Exercise details:
An exact reproduction of the entries is needed. Keep all pictures out of it.

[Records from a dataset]
────

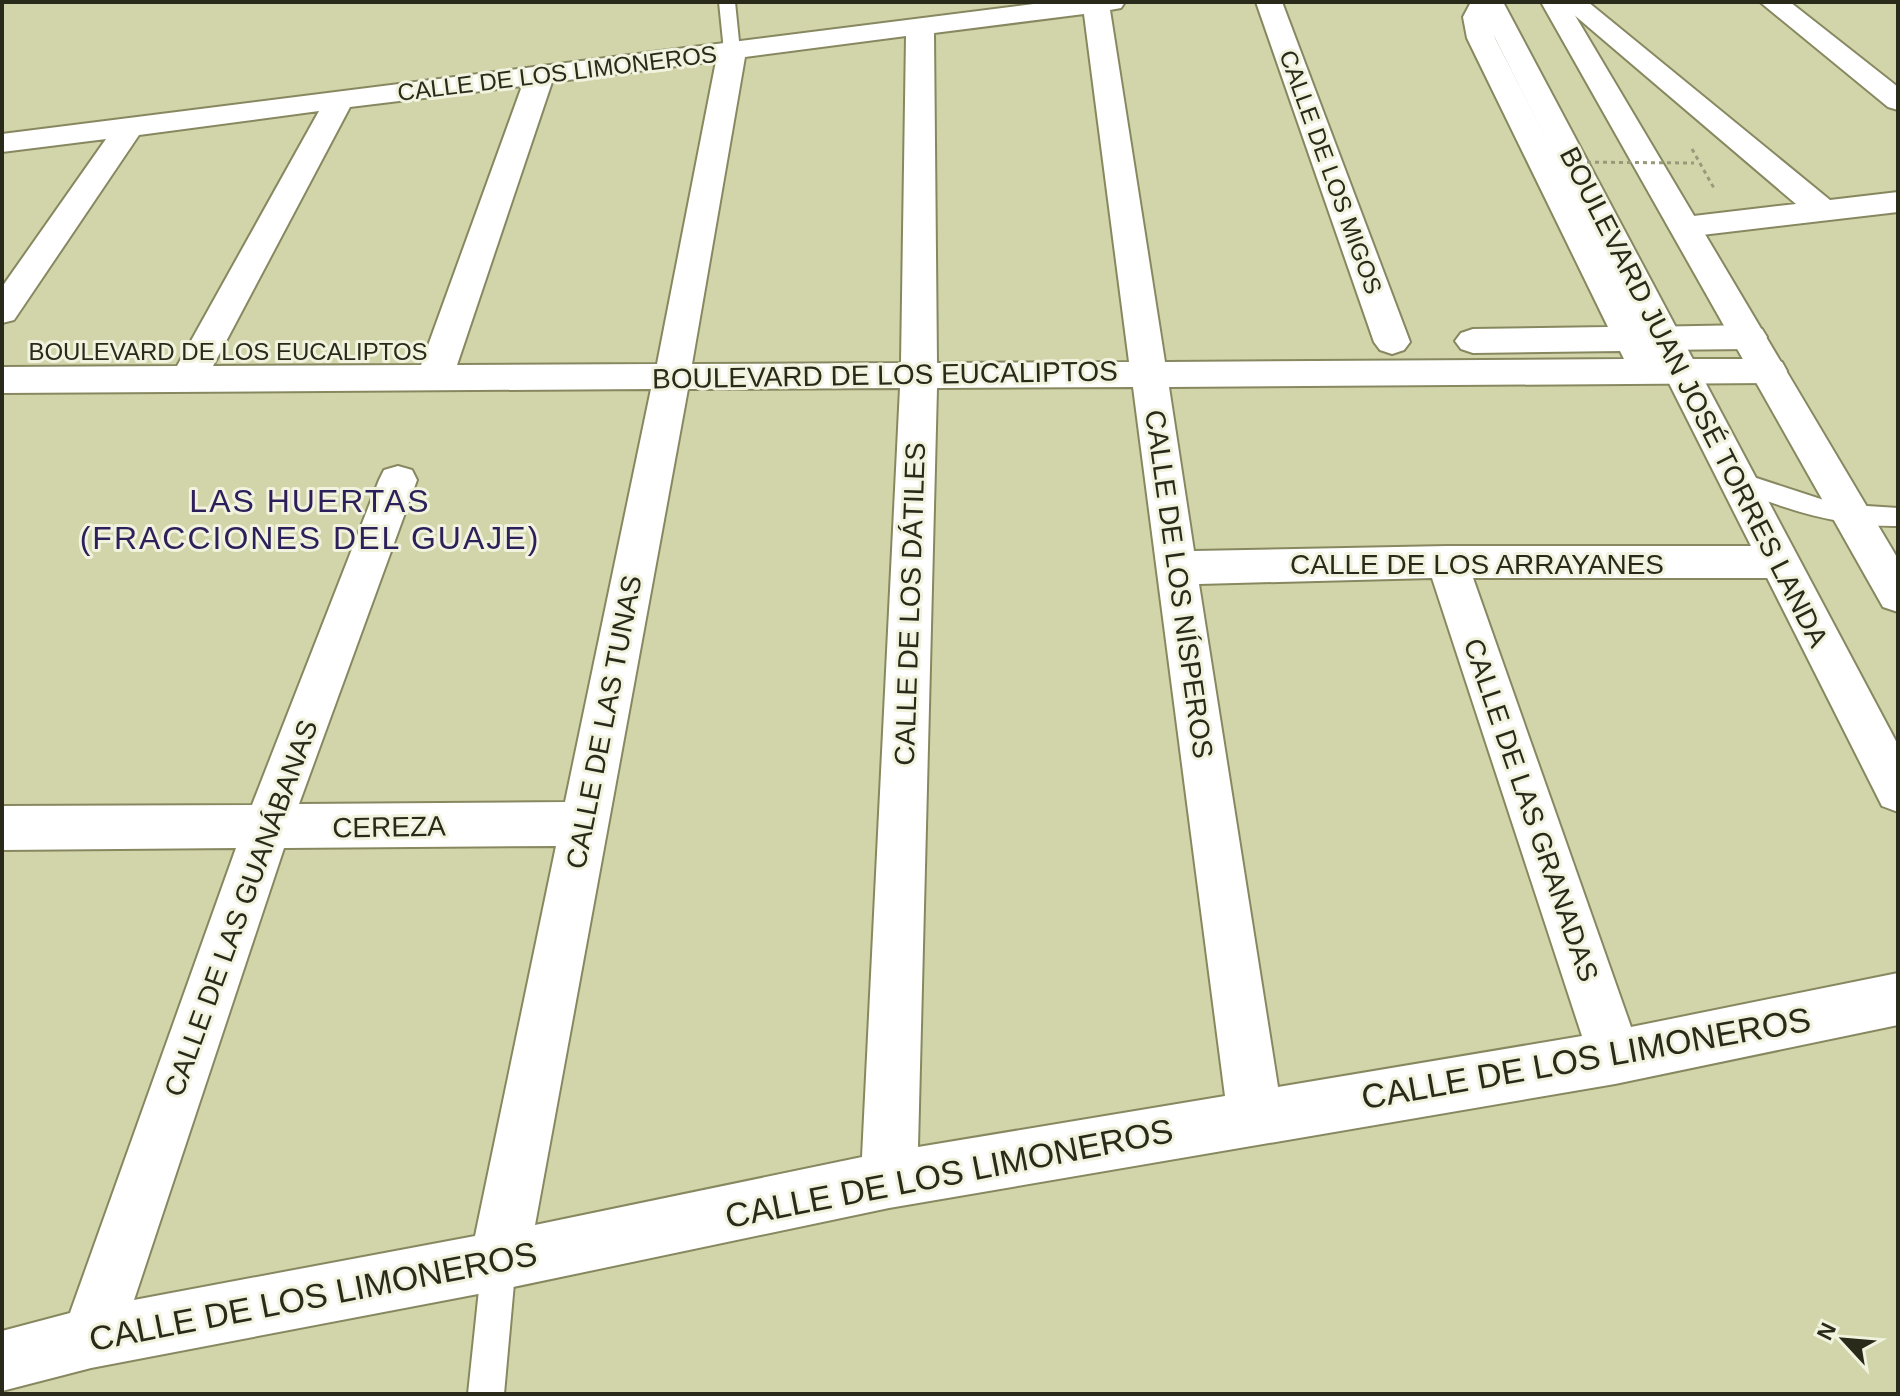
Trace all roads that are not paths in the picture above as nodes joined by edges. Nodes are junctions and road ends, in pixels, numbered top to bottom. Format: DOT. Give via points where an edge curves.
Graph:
graph roads {
  1 [pos="727,2"];
  2 [pos="1269,2"];
  3 [pos="1487,2"];
  4 [pos="1554,2"];
  5 [pos="1572,2"];
  6 [pos="1773,2"];
  7 [pos="1104,3"];
  8 [pos="920,27"];
  9 [pos="732,51"];
  10 [pos="540,74"];
  11 [pos="339,101"];
  12 [pos="1898,101"];
  13 [pos="129,127"];
  14 [pos="2,143"];
  15 [pos="1898,202"];
  16 [pos="1825,212"];
  17 [pos="1685,227"];
  18 [pos="2,312"];
  19 [pos="1750,337"];
  20 [pos="1392,342"];
  21 [pos="2,352"];
  22 [pos="1658,356"];
  23 [pos="1147,359"];
  24 [pos="919,361"];
  25 [pos="674,363"];
  26 [pos="195,365"];
  27 [pos="439,365"];
  28 [pos="1769,371"];
  29 [pos="2,380"];
  30 [pos="398,480"];
  31 [pos="1738,481"];
  32 [pos="1853,516"];
  33 [pos="1898,517"];
  34 [pos="1447,562"];
  35 [pos="1778,562"];
  36 [pos="1176,568"];
  37 [pos="1898,595"];
  38 [pos="1898,791"];
  39 [pos="583,824"];
  40 [pos="2,828"];
  41 [pos="267,828"];
  42 [pos="1898,999"];
  43 [pos="1615,1057"];
  44 [pos="1255,1117"];
  45 [pos="889,1180"];
  46 [pos="499,1261"];
  47 [pos="91,1338"];
  48 [pos="2,1361"];
  49 [pos="486,1394"];
  1 -- 9 [label="lane"];
  2 -- 20 [label="street, CALLE DE LOS MIGOS"];
  3 -- 22 [label="street, BOULEVARD JUAN JOSÉ TORRES LANDA"];
  4 -- 17 [label="street"];
  5 -- 16 [label="street"];
  6 -- 12 [label="street"];
  7 -- 8 [label="street, CALLE DE LOS LIMONEROS"];
  7 -- 23 [label="street, CALLE DE LOS NÍSPEROS"];
  8 -- 9 [label="street, CALLE DE LOS LIMONEROS"];
  8 -- 24 [label="street, CALLE DE LOS DÁTILES"];
  9 -- 10 [label="street, CALLE DE LOS LIMONEROS"];
  9 -- 25 [label="street, CALLE DE LAS TUNAS"];
  10 -- 11 [label="street, CALLE DE LOS LIMONEROS"];
  10 -- 27 [label="street"];
  11 -- 13 [label="street, CALLE DE LOS LIMONEROS"];
  11 -- 26 [label="street"];
  13 -- 14 [label="street, CALLE DE LOS LIMONEROS"];
  13 -- 18 [label="street"];
  15 -- 16 [label="street"];
  16 -- 17 [label="street"];
  17 -- 19 [label="street"];
  19 -- 22 [label="street, BOULEVARD DE LOS EUCALIPTOS"];
  19 -- 28 [label="street"];
  20 -- 22 [label="street, BOULEVARD DE LOS EUCALIPTOS"];
  20 -- 23 [label="street, BOULEVARD DE LOS EUCALIPTOS"];
  21 -- 26 [label="street, BOULEVARD DE LOS EUCALIPTOS"];
  22 -- 23 [label="street, BOULEVARD DE LOS EUCALIPTOS"];
  22 -- 28 [label="street, BOULEVARD DE LOS EUCALIPTOS"];
  22 -- 31 [label="street, BOULEVARD JUAN JOSÉ TORRES LANDA"];
  23 -- 24 [label="street, BOULEVARD DE LOS EUCALIPTOS"];
  23 -- 36 [label="street, CALLE DE LOS NÍSPEROS"];
  24 -- 25 [label="street, BOULEVARD DE LOS EUCALIPTOS"];
  24 -- 45 [label="street, CALLE DE LOS DÁTILES"];
  25 -- 27 [label="street, BOULEVARD DE LOS EUCALIPTOS"];
  25 -- 39 [label="street, CALLE DE LAS TUNAS"];
  26 -- 27 [label="street, BOULEVARD DE LOS EUCALIPTOS"];
  26 -- 29 [label="street, BOULEVARD DE LOS EUCALIPTOS"];
  28 -- 32 [label="street"];
  30 -- 41 [label="street, CALLE DE LAS GUANÁBANAS"];
  31 -- 32 [label="lane" via="1793,503"];
  31 -- 35 [label="street, BOULEVARD JUAN JOSÉ TORRES LANDA"];
  32 -- 33 [label="lane"];
  32 -- 37 [label="street"];
  34 -- 35 [label="street, CALLE DE LOS ARRAYANES"];
  34 -- 36 [label="street, CALLE DE LOS ARRAYANES"];
  34 -- 43 [label="street, CALLE DE LAS GRANADAS"];
  35 -- 38 [label="street, BOULEVARD JUAN JOSÉ TORRES LANDA"];
  36 -- 44 [label="street, CALLE DE LOS NÍSPEROS"];
  39 -- 41 [label="street, CEREZA"];
  39 -- 46 [label="street, CALLE DE LAS TUNAS"];
  40 -- 41 [label="street, CEREZA"];
  41 -- 47 [label="street, CALLE DE LAS GUANÁBANAS"];
  42 -- 43 [label="street, CALLE DE LOS LIMONEROS"];
  43 -- 44 [label="street, CALLE DE LOS LIMONEROS"];
  44 -- 45 [label="street, CALLE DE LOS LIMONEROS"];
  45 -- 46 [label="street, CALLE DE LOS LIMONEROS"];
  46 -- 47 [label="street, CALLE DE LOS LIMONEROS"];
  46 -- 49 [label="lane, CALLE DE LAS TUNAS"];
  47 -- 48 [label="street, CALLE DE LOS LIMONEROS"];
}
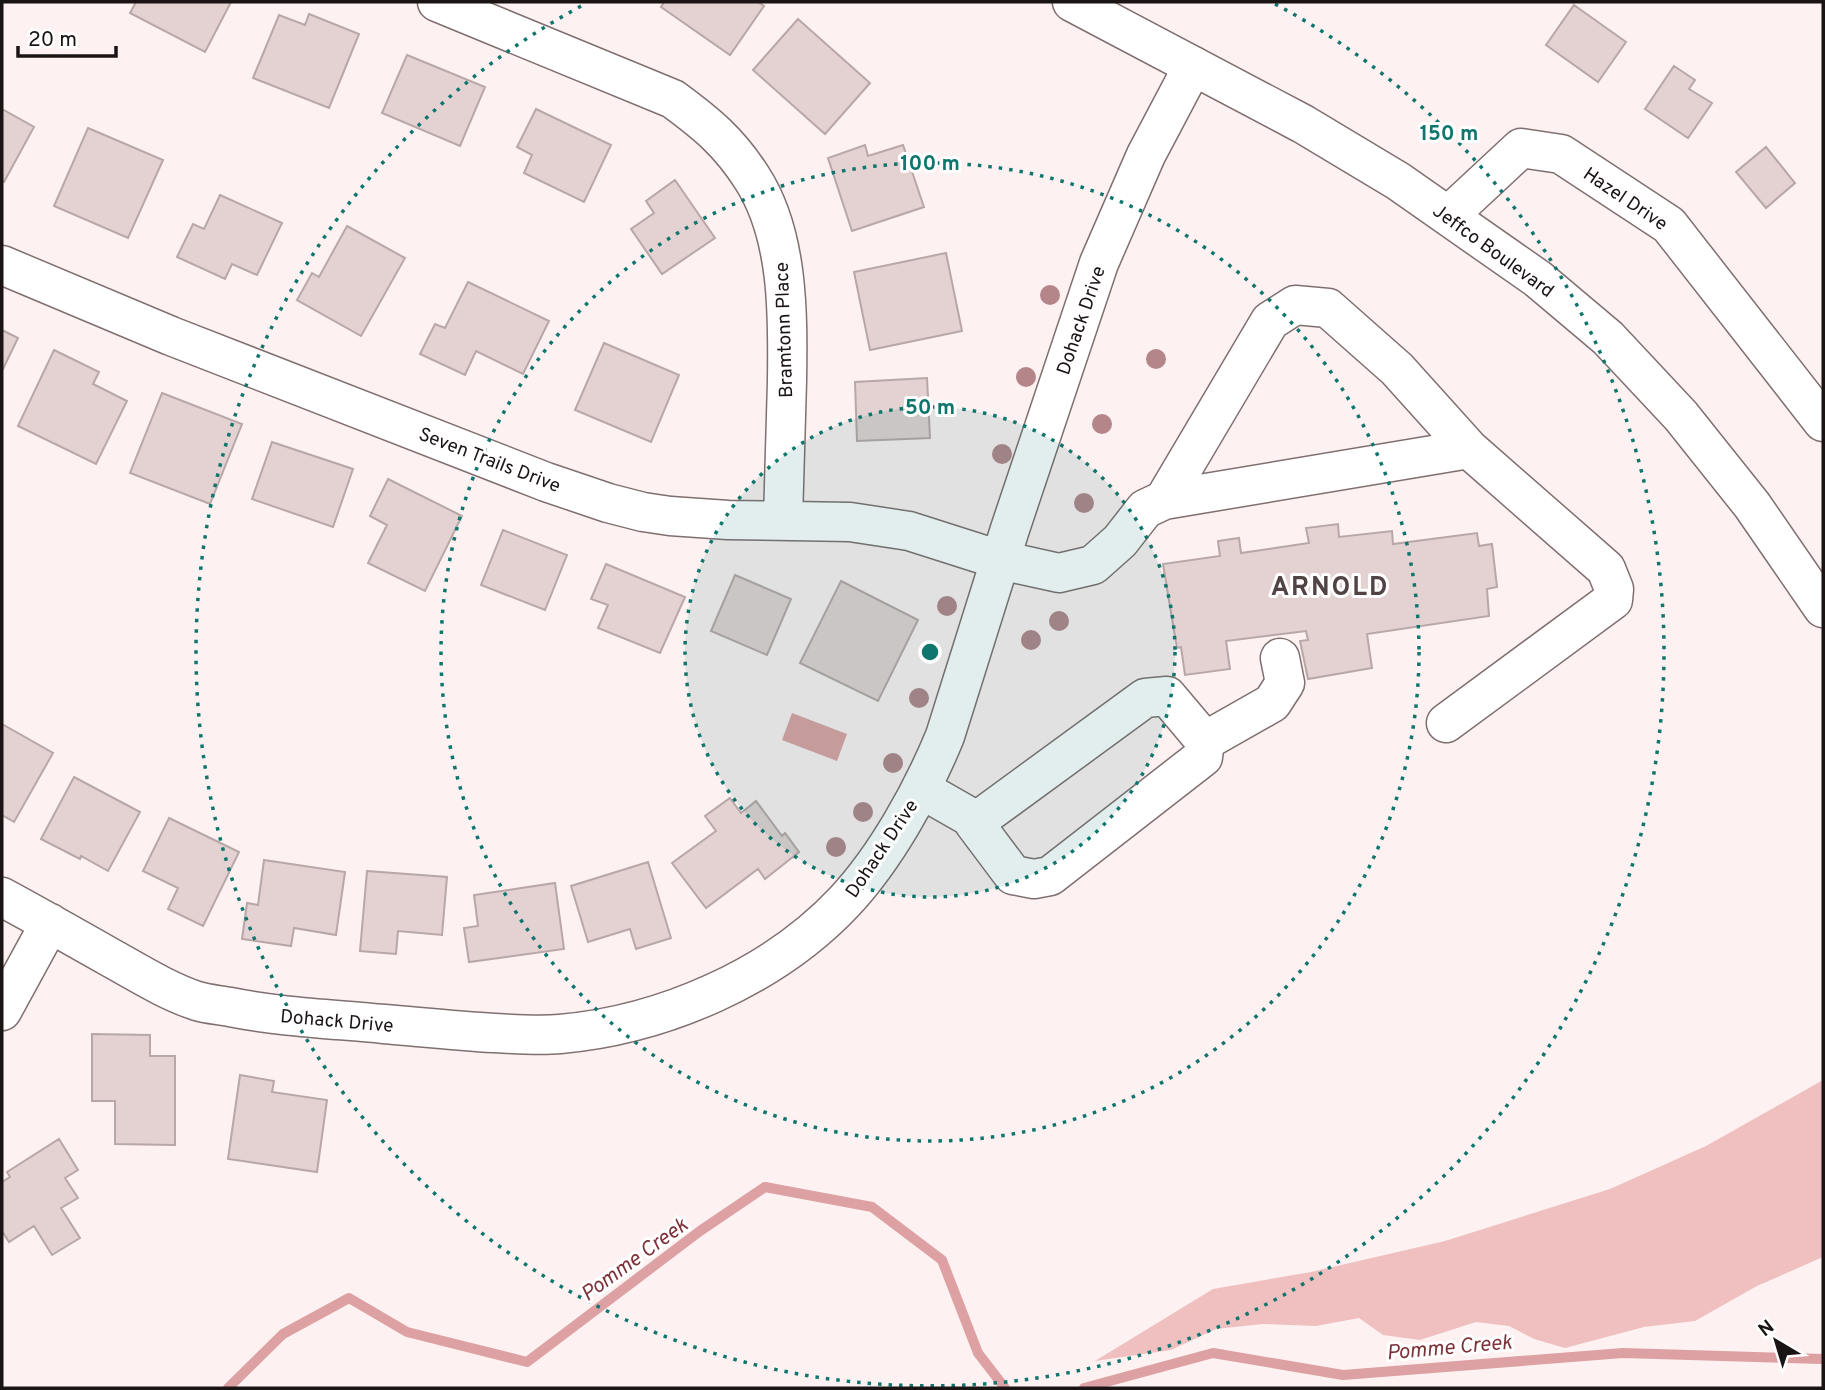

────

Exercise output:
Trace all roads that are not paths in the picture above as nodes joined by edges. Nodes are junctions and road ends, in pixels, numbered top to bottom. Format: DOT. Give via points where an edge curves.
Graph:
graph roads {
  1 [pos="727,2"];
  2 [pos="1269,2"];
  3 [pos="1487,2"];
  4 [pos="1554,2"];
  5 [pos="1572,2"];
  6 [pos="1773,2"];
  7 [pos="1104,3"];
  8 [pos="920,27"];
  9 [pos="732,51"];
  10 [pos="540,74"];
  11 [pos="339,101"];
  12 [pos="1898,101"];
  13 [pos="129,127"];
  14 [pos="2,143"];
  15 [pos="1898,202"];
  16 [pos="1825,212"];
  17 [pos="1685,227"];
  18 [pos="2,312"];
  19 [pos="1750,337"];
  20 [pos="1392,342"];
  21 [pos="2,352"];
  22 [pos="1658,356"];
  23 [pos="1147,359"];
  24 [pos="919,361"];
  25 [pos="674,363"];
  26 [pos="195,365"];
  27 [pos="439,365"];
  28 [pos="1769,371"];
  29 [pos="2,380"];
  30 [pos="398,480"];
  31 [pos="1738,481"];
  32 [pos="1853,516"];
  33 [pos="1898,517"];
  34 [pos="1447,562"];
  35 [pos="1778,562"];
  36 [pos="1176,568"];
  37 [pos="1898,595"];
  38 [pos="1898,791"];
  39 [pos="583,824"];
  40 [pos="2,828"];
  41 [pos="267,828"];
  42 [pos="1898,999"];
  43 [pos="1615,1057"];
  44 [pos="1255,1117"];
  45 [pos="889,1180"];
  46 [pos="499,1261"];
  47 [pos="91,1338"];
  48 [pos="2,1361"];
  49 [pos="486,1394"];
  1 -- 9 [label="lane"];
  2 -- 20 [label="street, CALLE DE LOS MIGOS"];
  3 -- 22 [label="street, BOULEVARD JUAN JOSÉ TORRES LANDA"];
  4 -- 17 [label="street"];
  5 -- 16 [label="street"];
  6 -- 12 [label="street"];
  7 -- 8 [label="street, CALLE DE LOS LIMONEROS"];
  7 -- 23 [label="street, CALLE DE LOS NÍSPEROS"];
  8 -- 9 [label="street, CALLE DE LOS LIMONEROS"];
  8 -- 24 [label="street, CALLE DE LOS DÁTILES"];
  9 -- 10 [label="street, CALLE DE LOS LIMONEROS"];
  9 -- 25 [label="street, CALLE DE LAS TUNAS"];
  10 -- 11 [label="street, CALLE DE LOS LIMONEROS"];
  10 -- 27 [label="street"];
  11 -- 13 [label="street, CALLE DE LOS LIMONEROS"];
  11 -- 26 [label="street"];
  13 -- 14 [label="street, CALLE DE LOS LIMONEROS"];
  13 -- 18 [label="street"];
  15 -- 16 [label="street"];
  16 -- 17 [label="street"];
  17 -- 19 [label="street"];
  19 -- 22 [label="street, BOULEVARD DE LOS EUCALIPTOS"];
  19 -- 28 [label="street"];
  20 -- 22 [label="street, BOULEVARD DE LOS EUCALIPTOS"];
  20 -- 23 [label="street, BOULEVARD DE LOS EUCALIPTOS"];
  21 -- 26 [label="street, BOULEVARD DE LOS EUCALIPTOS"];
  22 -- 23 [label="street, BOULEVARD DE LOS EUCALIPTOS"];
  22 -- 28 [label="street, BOULEVARD DE LOS EUCALIPTOS"];
  22 -- 31 [label="street, BOULEVARD JUAN JOSÉ TORRES LANDA"];
  23 -- 24 [label="street, BOULEVARD DE LOS EUCALIPTOS"];
  23 -- 36 [label="street, CALLE DE LOS NÍSPEROS"];
  24 -- 25 [label="street, BOULEVARD DE LOS EUCALIPTOS"];
  24 -- 45 [label="street, CALLE DE LOS DÁTILES"];
  25 -- 27 [label="street, BOULEVARD DE LOS EUCALIPTOS"];
  25 -- 39 [label="street, CALLE DE LAS TUNAS"];
  26 -- 27 [label="street, BOULEVARD DE LOS EUCALIPTOS"];
  26 -- 29 [label="street, BOULEVARD DE LOS EUCALIPTOS"];
  28 -- 32 [label="street"];
  30 -- 41 [label="street, CALLE DE LAS GUANÁBANAS"];
  31 -- 32 [label="lane" via="1793,503"];
  31 -- 35 [label="street, BOULEVARD JUAN JOSÉ TORRES LANDA"];
  32 -- 33 [label="lane"];
  32 -- 37 [label="street"];
  34 -- 35 [label="street, CALLE DE LOS ARRAYANES"];
  34 -- 36 [label="street, CALLE DE LOS ARRAYANES"];
  34 -- 43 [label="street, CALLE DE LAS GRANADAS"];
  35 -- 38 [label="street, BOULEVARD JUAN JOSÉ TORRES LANDA"];
  36 -- 44 [label="street, CALLE DE LOS NÍSPEROS"];
  39 -- 41 [label="street, CEREZA"];
  39 -- 46 [label="street, CALLE DE LAS TUNAS"];
  40 -- 41 [label="street, CEREZA"];
  41 -- 47 [label="street, CALLE DE LAS GUANÁBANAS"];
  42 -- 43 [label="street, CALLE DE LOS LIMONEROS"];
  43 -- 44 [label="street, CALLE DE LOS LIMONEROS"];
  44 -- 45 [label="street, CALLE DE LOS LIMONEROS"];
  45 -- 46 [label="street, CALLE DE LOS LIMONEROS"];
  46 -- 47 [label="street, CALLE DE LOS LIMONEROS"];
  46 -- 49 [label="lane, CALLE DE LAS TUNAS"];
  47 -- 48 [label="street, CALLE DE LOS LIMONEROS"];
}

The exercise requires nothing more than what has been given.